• **EXERCISE**
The answer must be every line of the records below that holds the word "Беговая".

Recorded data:
☆ ☆ ☆ ☆ ☆ ☆ ☆

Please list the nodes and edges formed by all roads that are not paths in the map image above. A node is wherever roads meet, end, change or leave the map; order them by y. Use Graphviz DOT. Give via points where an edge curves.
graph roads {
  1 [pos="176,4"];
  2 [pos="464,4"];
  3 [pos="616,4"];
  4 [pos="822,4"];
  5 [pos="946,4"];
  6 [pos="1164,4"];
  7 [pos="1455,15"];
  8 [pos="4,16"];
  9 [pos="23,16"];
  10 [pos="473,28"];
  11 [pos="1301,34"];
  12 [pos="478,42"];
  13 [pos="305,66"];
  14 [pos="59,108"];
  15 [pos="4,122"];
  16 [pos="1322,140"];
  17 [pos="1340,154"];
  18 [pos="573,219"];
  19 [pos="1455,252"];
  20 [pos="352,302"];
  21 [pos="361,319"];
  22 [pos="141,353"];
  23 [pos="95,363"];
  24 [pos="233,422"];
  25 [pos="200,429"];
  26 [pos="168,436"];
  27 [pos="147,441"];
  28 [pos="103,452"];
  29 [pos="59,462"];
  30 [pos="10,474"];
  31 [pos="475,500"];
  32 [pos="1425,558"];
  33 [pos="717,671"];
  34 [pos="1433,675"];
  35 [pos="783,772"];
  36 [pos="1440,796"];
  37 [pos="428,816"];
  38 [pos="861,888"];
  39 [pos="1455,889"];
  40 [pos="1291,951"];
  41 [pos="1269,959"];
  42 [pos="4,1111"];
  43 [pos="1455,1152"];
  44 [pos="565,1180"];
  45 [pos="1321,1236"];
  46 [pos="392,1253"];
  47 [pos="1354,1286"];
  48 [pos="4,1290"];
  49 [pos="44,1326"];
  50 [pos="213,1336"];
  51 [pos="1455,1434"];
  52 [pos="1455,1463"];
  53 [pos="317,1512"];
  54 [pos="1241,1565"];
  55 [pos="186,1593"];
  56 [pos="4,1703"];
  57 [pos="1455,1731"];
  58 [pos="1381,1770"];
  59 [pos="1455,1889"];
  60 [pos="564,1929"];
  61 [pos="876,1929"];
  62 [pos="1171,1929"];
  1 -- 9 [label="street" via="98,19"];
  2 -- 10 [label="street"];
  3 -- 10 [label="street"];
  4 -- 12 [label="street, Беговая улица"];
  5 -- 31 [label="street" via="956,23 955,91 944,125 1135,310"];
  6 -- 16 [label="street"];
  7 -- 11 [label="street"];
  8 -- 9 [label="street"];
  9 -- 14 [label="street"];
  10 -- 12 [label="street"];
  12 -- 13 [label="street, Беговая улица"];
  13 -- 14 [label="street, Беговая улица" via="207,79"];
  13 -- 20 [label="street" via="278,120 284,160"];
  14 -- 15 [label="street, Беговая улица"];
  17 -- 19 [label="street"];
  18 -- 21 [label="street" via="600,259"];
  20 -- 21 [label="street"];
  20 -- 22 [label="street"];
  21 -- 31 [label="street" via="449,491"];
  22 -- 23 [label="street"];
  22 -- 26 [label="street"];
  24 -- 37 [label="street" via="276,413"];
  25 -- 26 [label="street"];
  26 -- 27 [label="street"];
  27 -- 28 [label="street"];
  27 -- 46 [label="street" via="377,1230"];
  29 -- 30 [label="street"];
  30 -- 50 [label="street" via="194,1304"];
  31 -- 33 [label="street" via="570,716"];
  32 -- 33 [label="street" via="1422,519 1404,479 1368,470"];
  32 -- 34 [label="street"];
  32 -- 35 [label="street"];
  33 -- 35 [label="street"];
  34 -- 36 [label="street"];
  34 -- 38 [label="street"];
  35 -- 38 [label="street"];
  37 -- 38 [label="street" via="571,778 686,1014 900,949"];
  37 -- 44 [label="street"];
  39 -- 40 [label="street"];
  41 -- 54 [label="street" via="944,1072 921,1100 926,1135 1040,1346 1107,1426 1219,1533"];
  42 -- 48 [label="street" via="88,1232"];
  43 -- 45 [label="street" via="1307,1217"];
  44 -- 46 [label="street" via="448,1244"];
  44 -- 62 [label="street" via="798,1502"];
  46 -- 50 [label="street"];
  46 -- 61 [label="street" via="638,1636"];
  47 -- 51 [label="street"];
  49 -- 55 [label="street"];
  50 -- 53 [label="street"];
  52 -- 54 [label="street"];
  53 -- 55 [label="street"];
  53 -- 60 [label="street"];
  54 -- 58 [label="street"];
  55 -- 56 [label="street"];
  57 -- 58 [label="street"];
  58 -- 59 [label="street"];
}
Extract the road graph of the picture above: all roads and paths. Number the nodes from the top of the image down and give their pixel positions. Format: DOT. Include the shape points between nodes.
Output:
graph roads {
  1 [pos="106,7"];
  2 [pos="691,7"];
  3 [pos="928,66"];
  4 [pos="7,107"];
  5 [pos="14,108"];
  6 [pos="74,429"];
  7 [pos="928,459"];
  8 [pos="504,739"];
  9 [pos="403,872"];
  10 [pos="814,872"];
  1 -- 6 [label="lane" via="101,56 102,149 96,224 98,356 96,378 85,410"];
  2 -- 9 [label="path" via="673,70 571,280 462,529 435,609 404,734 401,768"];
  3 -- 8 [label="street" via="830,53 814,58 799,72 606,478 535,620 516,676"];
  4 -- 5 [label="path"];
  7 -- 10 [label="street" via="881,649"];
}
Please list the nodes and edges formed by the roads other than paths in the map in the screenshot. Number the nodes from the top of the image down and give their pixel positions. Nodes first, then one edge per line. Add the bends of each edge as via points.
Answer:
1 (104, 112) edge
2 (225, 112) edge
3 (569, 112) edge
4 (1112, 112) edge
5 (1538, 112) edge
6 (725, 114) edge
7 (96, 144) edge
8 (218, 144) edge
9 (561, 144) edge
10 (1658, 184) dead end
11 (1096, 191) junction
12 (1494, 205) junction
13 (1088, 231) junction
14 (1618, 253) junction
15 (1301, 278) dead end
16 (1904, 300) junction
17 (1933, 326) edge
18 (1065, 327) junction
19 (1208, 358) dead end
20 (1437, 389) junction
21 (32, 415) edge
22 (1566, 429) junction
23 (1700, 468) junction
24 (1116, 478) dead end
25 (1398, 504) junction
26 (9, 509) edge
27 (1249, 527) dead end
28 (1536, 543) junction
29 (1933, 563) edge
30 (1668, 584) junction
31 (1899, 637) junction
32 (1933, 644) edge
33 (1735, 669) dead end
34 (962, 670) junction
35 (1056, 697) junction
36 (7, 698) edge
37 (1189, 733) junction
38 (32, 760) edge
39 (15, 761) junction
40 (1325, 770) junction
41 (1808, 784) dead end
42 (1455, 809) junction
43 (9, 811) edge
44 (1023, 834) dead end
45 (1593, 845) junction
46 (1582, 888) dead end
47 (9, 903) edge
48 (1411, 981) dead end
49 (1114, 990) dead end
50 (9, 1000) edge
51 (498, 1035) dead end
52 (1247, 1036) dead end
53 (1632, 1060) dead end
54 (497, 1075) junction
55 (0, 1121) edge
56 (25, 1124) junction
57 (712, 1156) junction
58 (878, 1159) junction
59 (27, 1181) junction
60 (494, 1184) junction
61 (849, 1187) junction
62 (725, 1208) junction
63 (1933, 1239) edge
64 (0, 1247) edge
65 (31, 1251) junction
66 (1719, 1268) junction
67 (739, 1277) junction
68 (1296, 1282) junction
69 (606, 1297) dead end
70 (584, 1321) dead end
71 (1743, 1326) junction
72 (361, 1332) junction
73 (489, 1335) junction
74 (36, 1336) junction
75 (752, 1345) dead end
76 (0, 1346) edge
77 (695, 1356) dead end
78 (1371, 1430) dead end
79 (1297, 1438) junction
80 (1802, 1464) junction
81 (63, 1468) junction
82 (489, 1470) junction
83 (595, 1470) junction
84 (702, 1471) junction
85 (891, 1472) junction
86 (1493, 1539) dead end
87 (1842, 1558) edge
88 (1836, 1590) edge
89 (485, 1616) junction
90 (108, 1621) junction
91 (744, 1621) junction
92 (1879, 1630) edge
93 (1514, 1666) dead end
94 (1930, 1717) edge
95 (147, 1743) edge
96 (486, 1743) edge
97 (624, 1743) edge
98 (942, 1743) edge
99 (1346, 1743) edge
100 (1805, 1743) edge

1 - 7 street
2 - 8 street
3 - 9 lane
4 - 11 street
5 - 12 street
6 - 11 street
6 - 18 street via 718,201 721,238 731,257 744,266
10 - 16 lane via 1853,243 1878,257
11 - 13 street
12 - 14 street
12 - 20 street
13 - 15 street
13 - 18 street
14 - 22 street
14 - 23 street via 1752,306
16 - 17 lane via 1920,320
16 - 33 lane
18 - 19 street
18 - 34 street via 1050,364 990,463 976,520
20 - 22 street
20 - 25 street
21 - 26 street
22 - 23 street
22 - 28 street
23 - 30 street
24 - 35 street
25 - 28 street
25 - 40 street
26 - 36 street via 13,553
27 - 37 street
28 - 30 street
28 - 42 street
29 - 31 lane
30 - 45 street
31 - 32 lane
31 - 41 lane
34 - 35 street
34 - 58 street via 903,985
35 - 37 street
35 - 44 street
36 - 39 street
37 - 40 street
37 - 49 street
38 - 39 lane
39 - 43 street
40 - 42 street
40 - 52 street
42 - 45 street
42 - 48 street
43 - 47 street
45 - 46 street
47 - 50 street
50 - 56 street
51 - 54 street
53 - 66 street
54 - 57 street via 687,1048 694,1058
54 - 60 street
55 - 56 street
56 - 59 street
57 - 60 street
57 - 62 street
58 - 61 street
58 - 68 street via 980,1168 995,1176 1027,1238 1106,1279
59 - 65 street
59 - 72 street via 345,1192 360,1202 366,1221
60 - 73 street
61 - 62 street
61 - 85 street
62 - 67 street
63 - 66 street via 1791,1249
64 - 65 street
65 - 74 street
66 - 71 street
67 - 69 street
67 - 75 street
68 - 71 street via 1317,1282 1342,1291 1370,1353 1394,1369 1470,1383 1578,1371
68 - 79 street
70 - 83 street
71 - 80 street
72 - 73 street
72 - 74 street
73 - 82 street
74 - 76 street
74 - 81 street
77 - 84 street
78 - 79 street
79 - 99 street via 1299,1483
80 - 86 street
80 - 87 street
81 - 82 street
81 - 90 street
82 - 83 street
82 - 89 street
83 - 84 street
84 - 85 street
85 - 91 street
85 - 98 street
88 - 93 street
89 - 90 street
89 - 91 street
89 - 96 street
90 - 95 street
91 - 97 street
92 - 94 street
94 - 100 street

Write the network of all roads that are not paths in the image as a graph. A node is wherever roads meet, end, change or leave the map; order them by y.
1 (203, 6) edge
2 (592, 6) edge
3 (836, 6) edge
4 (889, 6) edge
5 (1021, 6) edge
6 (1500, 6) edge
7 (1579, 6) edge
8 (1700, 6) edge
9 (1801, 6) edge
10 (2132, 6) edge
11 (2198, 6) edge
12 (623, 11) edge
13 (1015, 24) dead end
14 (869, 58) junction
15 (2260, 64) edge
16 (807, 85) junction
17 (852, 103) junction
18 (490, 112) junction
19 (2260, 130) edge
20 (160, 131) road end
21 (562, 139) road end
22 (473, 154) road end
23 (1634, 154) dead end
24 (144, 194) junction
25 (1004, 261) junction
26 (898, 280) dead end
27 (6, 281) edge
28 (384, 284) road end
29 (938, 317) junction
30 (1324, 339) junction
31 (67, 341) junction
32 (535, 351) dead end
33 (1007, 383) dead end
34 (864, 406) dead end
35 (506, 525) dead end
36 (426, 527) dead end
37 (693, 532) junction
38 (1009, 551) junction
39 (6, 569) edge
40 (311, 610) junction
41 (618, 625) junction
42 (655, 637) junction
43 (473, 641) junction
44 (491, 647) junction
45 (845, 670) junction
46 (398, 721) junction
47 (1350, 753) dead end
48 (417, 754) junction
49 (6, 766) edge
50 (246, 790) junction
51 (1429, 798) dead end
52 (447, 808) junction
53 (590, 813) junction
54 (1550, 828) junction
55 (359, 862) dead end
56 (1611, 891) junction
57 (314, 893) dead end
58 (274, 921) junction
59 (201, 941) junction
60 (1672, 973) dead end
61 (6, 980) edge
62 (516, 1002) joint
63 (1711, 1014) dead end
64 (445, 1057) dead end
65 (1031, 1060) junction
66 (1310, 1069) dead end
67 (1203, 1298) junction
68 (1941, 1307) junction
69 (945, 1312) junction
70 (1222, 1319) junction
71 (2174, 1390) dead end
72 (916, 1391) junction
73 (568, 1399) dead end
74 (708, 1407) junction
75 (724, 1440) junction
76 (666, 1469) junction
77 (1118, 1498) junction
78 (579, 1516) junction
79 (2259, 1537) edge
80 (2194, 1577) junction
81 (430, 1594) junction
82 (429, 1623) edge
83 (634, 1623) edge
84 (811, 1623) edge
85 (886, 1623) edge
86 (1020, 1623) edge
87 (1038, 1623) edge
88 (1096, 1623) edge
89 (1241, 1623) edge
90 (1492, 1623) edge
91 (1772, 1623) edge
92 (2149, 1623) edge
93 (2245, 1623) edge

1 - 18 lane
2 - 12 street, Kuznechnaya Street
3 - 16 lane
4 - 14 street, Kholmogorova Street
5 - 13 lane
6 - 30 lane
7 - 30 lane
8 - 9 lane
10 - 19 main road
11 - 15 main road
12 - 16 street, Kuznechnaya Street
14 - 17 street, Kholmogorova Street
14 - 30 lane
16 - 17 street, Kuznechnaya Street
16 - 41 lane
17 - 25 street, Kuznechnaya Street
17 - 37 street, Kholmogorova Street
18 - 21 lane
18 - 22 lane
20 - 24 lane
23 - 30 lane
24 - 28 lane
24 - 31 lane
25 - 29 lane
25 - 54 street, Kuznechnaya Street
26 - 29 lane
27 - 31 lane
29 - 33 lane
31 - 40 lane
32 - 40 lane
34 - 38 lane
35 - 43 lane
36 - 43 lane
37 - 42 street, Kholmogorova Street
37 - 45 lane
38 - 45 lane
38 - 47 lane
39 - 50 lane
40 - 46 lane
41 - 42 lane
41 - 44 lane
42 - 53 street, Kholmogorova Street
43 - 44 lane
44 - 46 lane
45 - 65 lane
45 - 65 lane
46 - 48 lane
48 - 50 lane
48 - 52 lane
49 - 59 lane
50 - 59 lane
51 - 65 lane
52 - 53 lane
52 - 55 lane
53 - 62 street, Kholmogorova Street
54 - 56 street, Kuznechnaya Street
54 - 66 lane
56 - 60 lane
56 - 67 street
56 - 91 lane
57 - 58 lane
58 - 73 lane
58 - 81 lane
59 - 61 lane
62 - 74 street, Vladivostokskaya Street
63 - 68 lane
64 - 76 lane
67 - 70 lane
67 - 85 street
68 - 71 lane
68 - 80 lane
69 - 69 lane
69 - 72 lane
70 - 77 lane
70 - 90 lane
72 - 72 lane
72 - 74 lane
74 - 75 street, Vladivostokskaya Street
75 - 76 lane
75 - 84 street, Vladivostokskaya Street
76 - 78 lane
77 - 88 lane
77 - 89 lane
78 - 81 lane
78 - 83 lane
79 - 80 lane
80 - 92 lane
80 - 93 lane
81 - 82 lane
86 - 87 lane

☆ ☆ ☆ ☆ ☆ ☆ ☆

• **SOLUTION FOR THIS PROBLEM**
  4 -- 12 [label="street, Беговая улица"];
  12 -- 13 [label="street, Беговая улица"];
  13 -- 14 [label="street, Беговая улица" via="207,79"];
  14 -- 15 [label="street, Беговая улица"];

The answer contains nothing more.